The main outcome of the present trial is exercise capacity. The gold standard for measurement of exercise capacity is a direct measure of VO2Peak; other testing methods include the 6MWD, shuttle walk test, and stair-climbing test. Among these, VO2peak and 6MWD are the two most frequently used (52% and 16%) [44]. Furthermore, VO2Peak is an independent predictor of all-cause pulmonary morbidity [45, 46]. Brunelli and colleagues found that a VO2Peak of no less than 20 mL/kg/min is a safe cutoff value, and no mortality was observed above this threshold for major lung resection [47]. Consistent with this, the findings of Jones et al. suggest that higher VO2peak was associated with a statistically significant 21% to 24% reduction in the risk of mortality, and a VO2peak of < 14 mL/kg/min may identify patients with poor prognosis [48]. Together, this indicates that VO2peak is an emerging evaluating parameter of exercise training in patients with NSCLC. Specifically, research has shown TCC to be beneficial to the VO2peak of middle-aged subjects [49, 50]. Despite the wealth of evidence, research has seldom explored the efficacy of TCC against exercise capacity or VO2peak. Thus, the primary outcome of this trial will be VO2peak. 6MWD and lung function will be set as simple and alternative elements to comprehensively assess the exercise capacity of this specific population.

Patients with operable NSCLC also experience fatigue and dyspnea, and are at risk for developing psychosocial problems, reduced quality of life as well as immune function. And, existing evidence have suggested that TCC has a promising function on enhancing proliferative and cytolytic activities of peripheral blood mononuclear cells (PBMCs), as well as increasing the ratio of T helper/T suppressor cells and mediating Th1/Th2 T-helper cell balance in postsurgical NSCLC patients, thus improving the immunity function of the patients [51, 52]. Therefore, our study also takes above symptom and immunity parameters into consideration to comprehensively evaluate the clinical benefit of TCC as an exercise intervention.

To enable TCC intervention to be integrated into clinical practice, it is important to determine the optimal design of TCC intervention that will be feasible, acceptable, and positively affect outcomes in a healthcare setting as rehabilitation in postsurgical patients with NSCLC in a randomized clinical trial. To our knowledge there are currently no clinical trial focusing on TCC intervention for surgically treated NSCLC patients. Therefore, the results of this study will offer an overview of the possible effects of TCC and address many critical unknown questions in order to set the stage for more clinical trials using traditional Chinese exercises such as Qigong and Baduanjin. In the long term, we are looking forward to making a contribution to the establishment of exercise interventions as a non-pharmacologic therapeutic guideline for NSCLC patients.

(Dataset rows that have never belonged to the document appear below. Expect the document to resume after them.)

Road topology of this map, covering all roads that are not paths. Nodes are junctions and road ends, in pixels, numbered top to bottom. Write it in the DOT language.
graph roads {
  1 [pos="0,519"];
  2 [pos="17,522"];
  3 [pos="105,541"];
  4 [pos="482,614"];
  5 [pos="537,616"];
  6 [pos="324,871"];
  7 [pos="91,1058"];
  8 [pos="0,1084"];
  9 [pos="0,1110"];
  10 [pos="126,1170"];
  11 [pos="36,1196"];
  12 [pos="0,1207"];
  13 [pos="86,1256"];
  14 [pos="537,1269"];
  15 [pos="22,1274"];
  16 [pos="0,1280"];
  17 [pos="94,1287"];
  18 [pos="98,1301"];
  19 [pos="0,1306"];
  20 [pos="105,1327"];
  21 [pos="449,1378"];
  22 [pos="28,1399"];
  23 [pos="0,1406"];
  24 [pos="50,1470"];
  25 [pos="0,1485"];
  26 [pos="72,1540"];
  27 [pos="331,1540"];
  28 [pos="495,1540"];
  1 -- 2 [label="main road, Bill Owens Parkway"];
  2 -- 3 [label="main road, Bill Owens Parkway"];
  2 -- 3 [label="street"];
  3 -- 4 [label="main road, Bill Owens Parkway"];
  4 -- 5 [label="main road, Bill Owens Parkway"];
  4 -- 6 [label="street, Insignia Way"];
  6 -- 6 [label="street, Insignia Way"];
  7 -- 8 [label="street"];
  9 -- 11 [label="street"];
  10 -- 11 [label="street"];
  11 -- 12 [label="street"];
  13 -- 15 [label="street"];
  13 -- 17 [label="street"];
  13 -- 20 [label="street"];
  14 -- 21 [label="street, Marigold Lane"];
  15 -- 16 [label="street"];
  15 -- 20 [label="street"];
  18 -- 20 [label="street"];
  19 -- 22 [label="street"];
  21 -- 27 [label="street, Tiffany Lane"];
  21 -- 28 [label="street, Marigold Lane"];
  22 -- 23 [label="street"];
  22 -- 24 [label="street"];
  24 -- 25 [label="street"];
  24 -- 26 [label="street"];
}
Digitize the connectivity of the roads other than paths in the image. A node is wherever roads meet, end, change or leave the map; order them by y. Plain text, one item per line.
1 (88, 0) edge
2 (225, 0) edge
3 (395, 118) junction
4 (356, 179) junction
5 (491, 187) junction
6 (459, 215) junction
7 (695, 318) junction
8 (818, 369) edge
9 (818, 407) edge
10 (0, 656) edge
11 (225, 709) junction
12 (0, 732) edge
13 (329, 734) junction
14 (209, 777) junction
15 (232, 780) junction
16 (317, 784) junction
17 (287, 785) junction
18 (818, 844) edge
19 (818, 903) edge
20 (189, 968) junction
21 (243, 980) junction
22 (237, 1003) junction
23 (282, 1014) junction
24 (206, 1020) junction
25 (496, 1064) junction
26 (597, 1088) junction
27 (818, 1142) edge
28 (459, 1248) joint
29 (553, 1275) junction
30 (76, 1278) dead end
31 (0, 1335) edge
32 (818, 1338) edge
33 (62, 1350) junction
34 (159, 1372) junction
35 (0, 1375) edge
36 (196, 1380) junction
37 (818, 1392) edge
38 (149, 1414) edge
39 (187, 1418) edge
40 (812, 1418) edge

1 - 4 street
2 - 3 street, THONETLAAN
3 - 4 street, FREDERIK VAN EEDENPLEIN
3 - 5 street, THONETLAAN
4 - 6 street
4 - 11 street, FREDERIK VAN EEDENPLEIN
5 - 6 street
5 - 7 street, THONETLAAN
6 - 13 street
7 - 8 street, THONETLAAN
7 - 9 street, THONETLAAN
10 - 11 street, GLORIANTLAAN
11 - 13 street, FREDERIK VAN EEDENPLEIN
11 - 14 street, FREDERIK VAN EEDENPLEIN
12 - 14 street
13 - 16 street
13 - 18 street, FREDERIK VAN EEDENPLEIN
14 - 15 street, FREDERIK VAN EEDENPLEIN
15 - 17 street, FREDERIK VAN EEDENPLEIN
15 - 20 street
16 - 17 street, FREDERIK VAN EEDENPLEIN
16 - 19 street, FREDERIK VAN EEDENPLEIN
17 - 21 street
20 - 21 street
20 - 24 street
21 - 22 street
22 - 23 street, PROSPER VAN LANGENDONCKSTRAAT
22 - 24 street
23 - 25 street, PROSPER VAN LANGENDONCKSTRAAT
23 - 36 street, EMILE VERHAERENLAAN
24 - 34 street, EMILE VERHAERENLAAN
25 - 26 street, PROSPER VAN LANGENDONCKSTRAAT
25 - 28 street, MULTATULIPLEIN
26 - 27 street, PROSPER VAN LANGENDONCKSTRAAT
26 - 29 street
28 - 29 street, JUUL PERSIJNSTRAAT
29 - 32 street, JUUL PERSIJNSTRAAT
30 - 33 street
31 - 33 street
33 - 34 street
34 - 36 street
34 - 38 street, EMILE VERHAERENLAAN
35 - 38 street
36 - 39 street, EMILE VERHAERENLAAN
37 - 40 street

While the trial will potentially significantly contribute to these fields of research, potential limitations of the study should also be recognized. One difficulty encountered in the design of the trial was selecting an appropriate control condition. There were several options for control participants including: 1) strength training; 2) conventional aerobic exercise; and 3) stretching placebo. Although the first two of these have shown clinical benefit for NSCLC, neither of them was selected. Strength training was not selected because it is too vigorous and unacceptable for NSCLC based on our prior oral pilot questionnaire. Furthermore, the target of the trial is to explore the clinical efficacy and feasibility of TCC, rather than the comparison between TCC and aerobic exercise; thus, stretching as a more tolerable and safe control was selected.

Trial status

The study will end in 2017. To date, all 120 patients have been recruited.